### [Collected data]
-- Opening Marker --

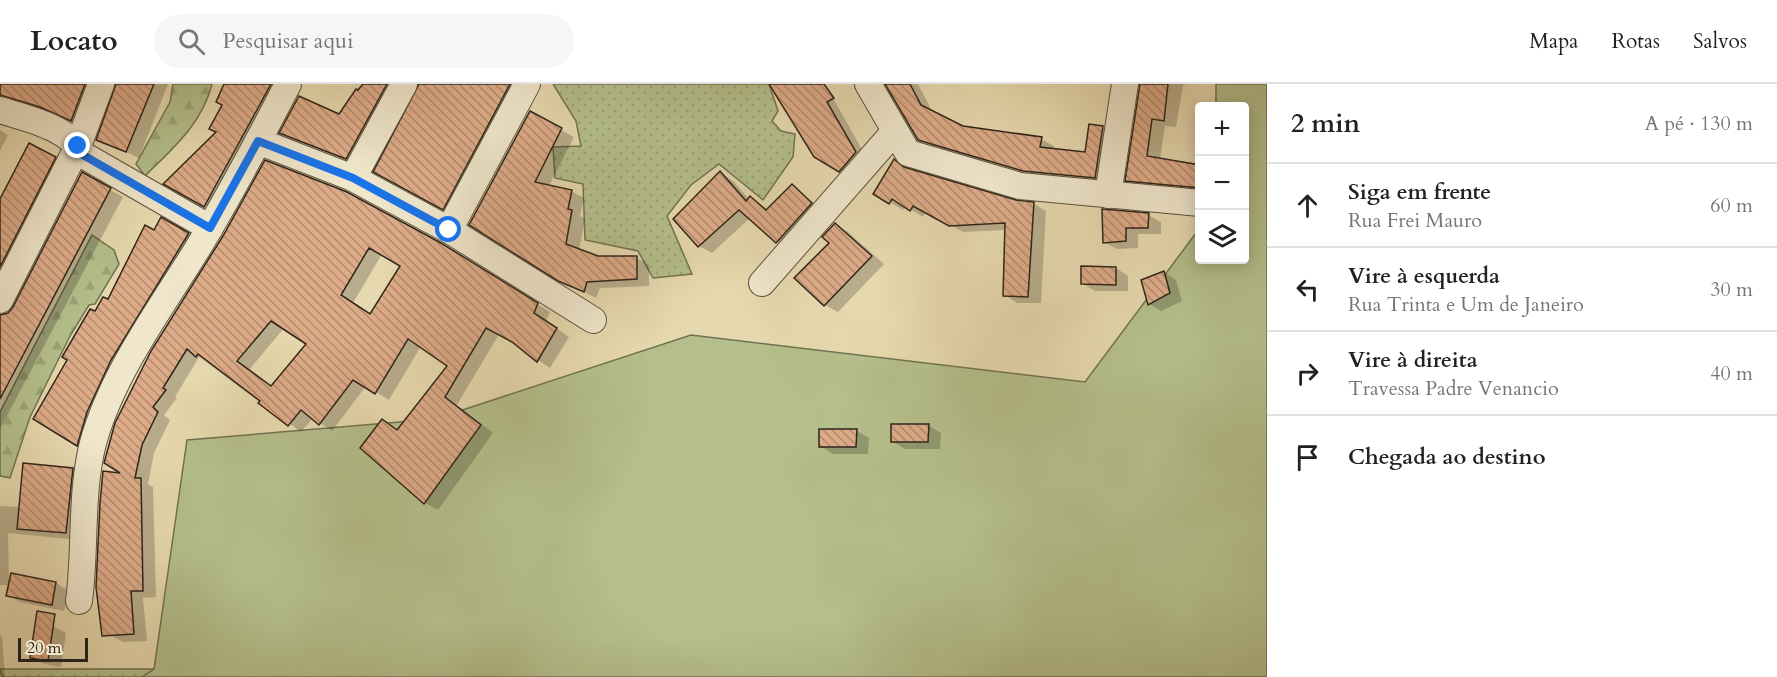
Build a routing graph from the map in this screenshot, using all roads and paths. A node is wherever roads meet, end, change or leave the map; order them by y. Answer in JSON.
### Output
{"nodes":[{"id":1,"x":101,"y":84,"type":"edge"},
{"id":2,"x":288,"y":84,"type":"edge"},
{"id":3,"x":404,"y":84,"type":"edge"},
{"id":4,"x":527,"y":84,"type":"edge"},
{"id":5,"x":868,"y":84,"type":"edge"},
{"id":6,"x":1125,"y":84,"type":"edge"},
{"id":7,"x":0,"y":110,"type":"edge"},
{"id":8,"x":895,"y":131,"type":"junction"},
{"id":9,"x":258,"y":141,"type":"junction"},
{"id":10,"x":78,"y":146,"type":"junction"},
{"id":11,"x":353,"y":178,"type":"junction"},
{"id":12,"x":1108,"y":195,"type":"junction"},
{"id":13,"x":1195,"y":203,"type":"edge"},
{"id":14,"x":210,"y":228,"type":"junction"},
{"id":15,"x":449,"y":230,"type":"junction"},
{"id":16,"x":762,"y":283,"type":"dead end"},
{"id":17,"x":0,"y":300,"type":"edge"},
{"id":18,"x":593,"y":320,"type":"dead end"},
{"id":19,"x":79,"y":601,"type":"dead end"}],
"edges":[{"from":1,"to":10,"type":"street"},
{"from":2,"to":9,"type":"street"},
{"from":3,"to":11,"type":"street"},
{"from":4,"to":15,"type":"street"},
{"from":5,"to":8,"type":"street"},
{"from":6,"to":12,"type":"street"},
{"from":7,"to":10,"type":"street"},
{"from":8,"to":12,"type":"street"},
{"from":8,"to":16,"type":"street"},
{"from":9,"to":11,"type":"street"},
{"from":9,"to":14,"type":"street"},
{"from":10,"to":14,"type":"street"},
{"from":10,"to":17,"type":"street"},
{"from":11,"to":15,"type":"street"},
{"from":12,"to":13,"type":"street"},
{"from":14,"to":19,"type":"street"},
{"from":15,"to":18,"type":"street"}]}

-- Closing Marker --

### [Aim of the exercise]
Copy out every line of the records that the string "dead" appears in.

### [Task solution]
{"id":16,"x":762,"y":283,"type":"dead end"},
{"id":18,"x":593,"y":320,"type":"dead end"},
{"id":19,"x":79,"y":601,"type":"dead end"}],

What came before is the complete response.